I glanced at my child, cheeks flush, hair glued to her forehead in places where she’d leant sideways against the headrest for too long, flustered, bored. Despite attempting to act grown-up when the occasion called for it, times like these reminded me she was still just a child, still my baby girl. It was hot in here. She was right about that, the air-conditioning yet another thing in this annoying vehicle that didn’t work.

‘See if you can find a petrol station on that map.’ I nodded towards the hastily folded sheet now lying mockingly across the dashboard.
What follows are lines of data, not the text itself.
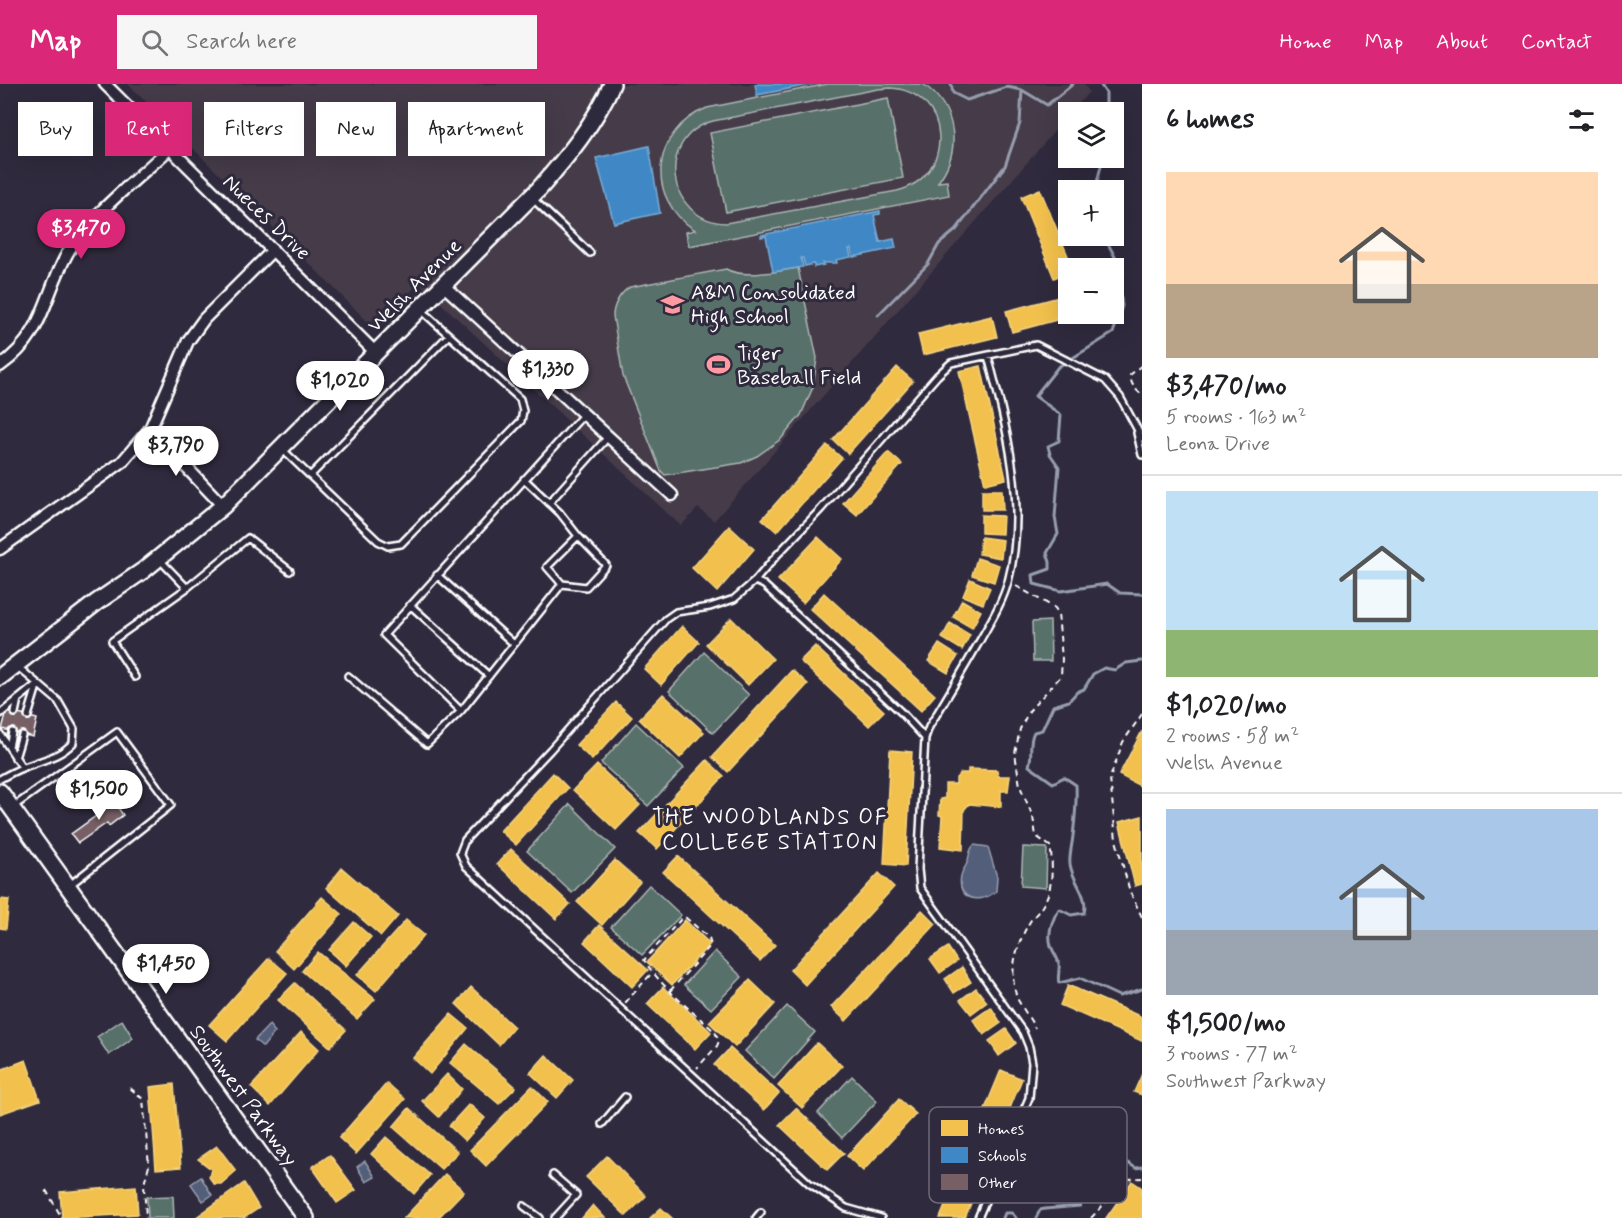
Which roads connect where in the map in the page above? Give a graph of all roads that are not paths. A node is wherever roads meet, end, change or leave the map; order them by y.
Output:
1 (105, 84) edge
2 (612, 84) edge
3 (123, 102) edge
4 (162, 156) edge
5 (176, 156) edge
6 (531, 197) junction
7 (273, 250) junction
8 (590, 254) dead end
9 (443, 285) junction
10 (420, 309) junction
11 (449, 335) junction
12 (376, 353) junction
13 (988, 356) junction
14 (0, 366) edge
15 (584, 414) junction
16 (150, 429) junction
17 (1137, 432) junction
18 (609, 436) junction
19 (1142, 438) edge
20 (281, 448) junction
21 (1142, 455) edge
22 (310, 476) junction
23 (524, 479) junction
24 (672, 495) dead end
25 (549, 503) junction
26 (223, 506) junction
27 (578, 536) junction
28 (0, 549) edge
29 (158, 558) junction
30 (290, 571) dead end
31 (437, 575) junction
32 (755, 581) junction
33 (562, 584) junction
34 (187, 588) junction
35 (410, 605) junction
36 (514, 644) junction
37 (15, 665) junction
38 (135, 676) dead end
39 (348, 676) dead end
40 (489, 676) junction
41 (0, 677) edge
42 (37, 684) junction
43 (18, 699) junction
44 (461, 711) junction
45 (15, 713) dead end
46 (0, 714) edge
47 (27, 716) dead end
48 (12, 732) dead end
49 (0, 734) edge
50 (22, 735) dead end
51 (926, 738) junction
52 (9, 747) junction
53 (15, 758) junction
54 (22, 768) junction
55 (0, 779) edge
56 (0, 792) edge
57 (12, 808) junction
58 (68, 887) junction
59 (625, 1097) dead end
60 (1025, 1107) edge
61 (602, 1124) dead end
62 (553, 1175) dead end
63 (984, 1203) edge
64 (524, 1206) dead end
65 (761, 1212) dead end
66 (306, 1218) edge
67 (540, 1218) edge
68 (555, 1218) edge
69 (756, 1218) edge
70 (881, 1218) edge
71 (978, 1218) edge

‘It’s called a gas station, Dad.’

‘Gas. Petrol. Whatever. Are we anywhere near one?’ I resisted the urge to scoff, half expecting her to adopt the accent permanently, her mother’s influence complete. Anna would no doubt be chuckling somewhere, watching her every move, watching mine.

‘How am I supposed to know where we are?’ Georgina sat upright, tugging her headphones around her neck again, raising exasperated hands towards passing fields and farmland, everything beyond the windows blurred, nothing of interest to placate my preoccupied pre-teen.

‘I think we just passed mile 142, according to that blue sign.’ I glanced in my rearview mirror, no time to double-check.

‘What blue sign?’

‘Does anything on the map look like mile 142?’ I was flustered, my backside numb, my bones aching with continued stress.

‘No.’

We both sighed at the same time.

It didn’t matter. This was the United States of America. We would find salvation eventually, my body numbed by a continued sedentary position that should never be thrust upon anyone. This car was slowly entombing us, sending us sprawling towards something we couldn’t have appreciated. It was probably just as well I couldn’t see the future. Nothing good ever came from overthinking that shit.